* What is being asked:
Transcribe the lines below exactly. No image belongs in the transcription.

* Data under study:
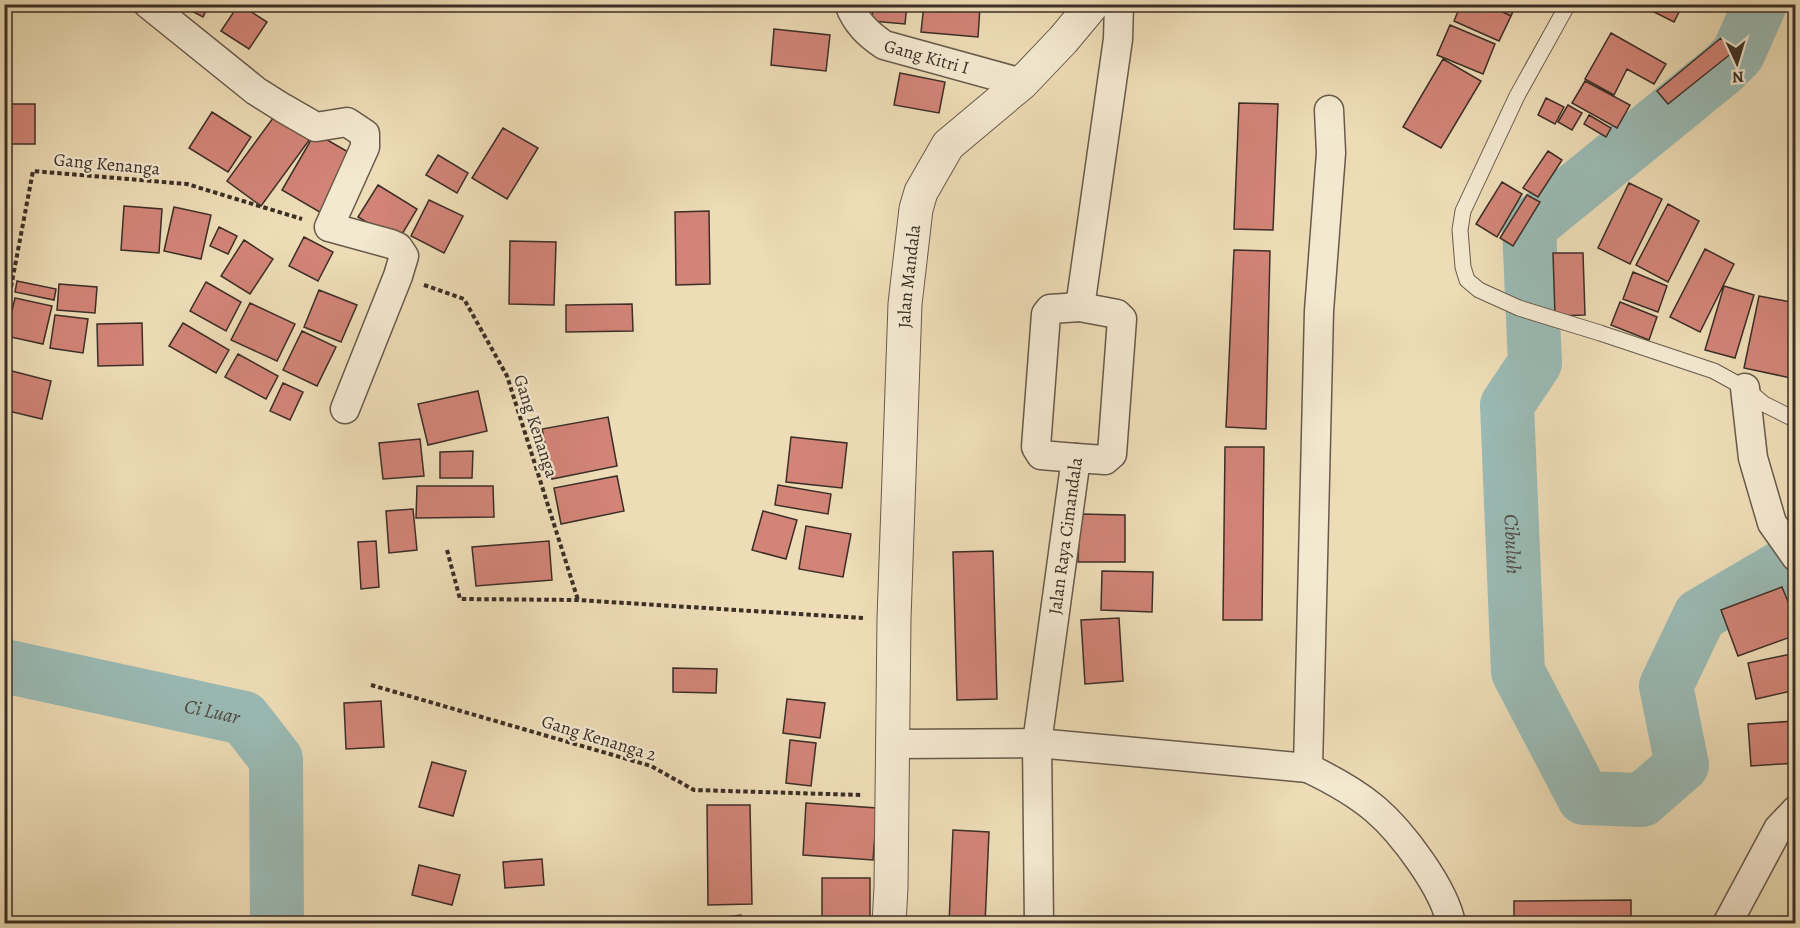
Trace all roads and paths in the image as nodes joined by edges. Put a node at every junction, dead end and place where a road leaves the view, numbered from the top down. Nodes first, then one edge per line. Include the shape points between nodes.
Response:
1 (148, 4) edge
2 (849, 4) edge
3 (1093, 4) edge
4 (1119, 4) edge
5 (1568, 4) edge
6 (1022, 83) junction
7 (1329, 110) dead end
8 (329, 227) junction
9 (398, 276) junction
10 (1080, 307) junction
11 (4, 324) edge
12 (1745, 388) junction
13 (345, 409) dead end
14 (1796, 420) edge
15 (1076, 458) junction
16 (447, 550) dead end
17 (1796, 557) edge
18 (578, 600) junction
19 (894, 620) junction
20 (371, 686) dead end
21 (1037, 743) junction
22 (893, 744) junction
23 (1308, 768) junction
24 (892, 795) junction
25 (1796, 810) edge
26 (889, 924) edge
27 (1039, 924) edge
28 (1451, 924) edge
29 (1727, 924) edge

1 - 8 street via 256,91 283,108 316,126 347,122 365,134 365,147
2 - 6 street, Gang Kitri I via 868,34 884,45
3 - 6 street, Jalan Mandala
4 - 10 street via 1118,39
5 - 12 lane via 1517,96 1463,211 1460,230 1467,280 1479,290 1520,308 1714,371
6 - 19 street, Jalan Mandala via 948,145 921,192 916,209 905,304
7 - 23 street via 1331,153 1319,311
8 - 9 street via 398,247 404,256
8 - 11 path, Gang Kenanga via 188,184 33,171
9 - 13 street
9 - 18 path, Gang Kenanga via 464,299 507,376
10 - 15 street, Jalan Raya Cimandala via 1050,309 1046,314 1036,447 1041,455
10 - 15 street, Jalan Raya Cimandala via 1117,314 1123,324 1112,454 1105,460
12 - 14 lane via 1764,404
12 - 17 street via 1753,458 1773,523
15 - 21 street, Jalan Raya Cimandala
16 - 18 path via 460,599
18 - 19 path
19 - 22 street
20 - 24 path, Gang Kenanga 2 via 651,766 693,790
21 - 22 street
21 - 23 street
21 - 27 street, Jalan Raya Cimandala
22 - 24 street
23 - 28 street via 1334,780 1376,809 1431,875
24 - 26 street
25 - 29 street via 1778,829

* Solution to this task:
Trace all roads and paths in the image as nodes joined by edges. Put a node at every junction, dead end and place where a road leaves the view, numbered from the top down. Nodes first, then one edge per line. Include the shape points between nodes.
Response:
1 (148, 4) edge
2 (849, 4) edge
3 (1093, 4) edge
4 (1119, 4) edge
5 (1568, 4) edge
6 (1022, 83) junction
7 (1329, 110) dead end
8 (329, 227) junction
9 (398, 276) junction
10 (1080, 307) junction
11 (4, 324) edge
12 (1745, 388) junction
13 (345, 409) dead end
14 (1796, 420) edge
15 (1076, 458) junction
16 (447, 550) dead end
17 (1796, 557) edge
18 (578, 600) junction
19 (894, 620) junction
20 (371, 686) dead end
21 (1037, 743) junction
22 (893, 744) junction
23 (1308, 768) junction
24 (892, 795) junction
25 (1796, 810) edge
26 (889, 924) edge
27 (1039, 924) edge
28 (1451, 924) edge
29 (1727, 924) edge

1 - 8 street via 256,91 283,108 316,126 347,122 365,134 365,147
2 - 6 street, Gang Kitri I via 868,34 884,45
3 - 6 street, Jalan Mandala
4 - 10 street via 1118,39
5 - 12 lane via 1517,96 1463,211 1460,230 1467,280 1479,290 1520,308 1714,371
6 - 19 street, Jalan Mandala via 948,145 921,192 916,209 905,304
7 - 23 street via 1331,153 1319,311
8 - 9 street via 398,247 404,256
8 - 11 path, Gang Kenanga via 188,184 33,171
9 - 13 street
9 - 18 path, Gang Kenanga via 464,299 507,376
10 - 15 street, Jalan Raya Cimandala via 1050,309 1046,314 1036,447 1041,455
10 - 15 street, Jalan Raya Cimandala via 1117,314 1123,324 1112,454 1105,460
12 - 14 lane via 1764,404
12 - 17 street via 1753,458 1773,523
15 - 21 street, Jalan Raya Cimandala
16 - 18 path via 460,599
18 - 19 path
19 - 22 street
20 - 24 path, Gang Kenanga 2 via 651,766 693,790
21 - 22 street
21 - 23 street
21 - 27 street, Jalan Raya Cimandala
22 - 24 street
23 - 28 street via 1334,780 1376,809 1431,875
24 - 26 street
25 - 29 street via 1778,829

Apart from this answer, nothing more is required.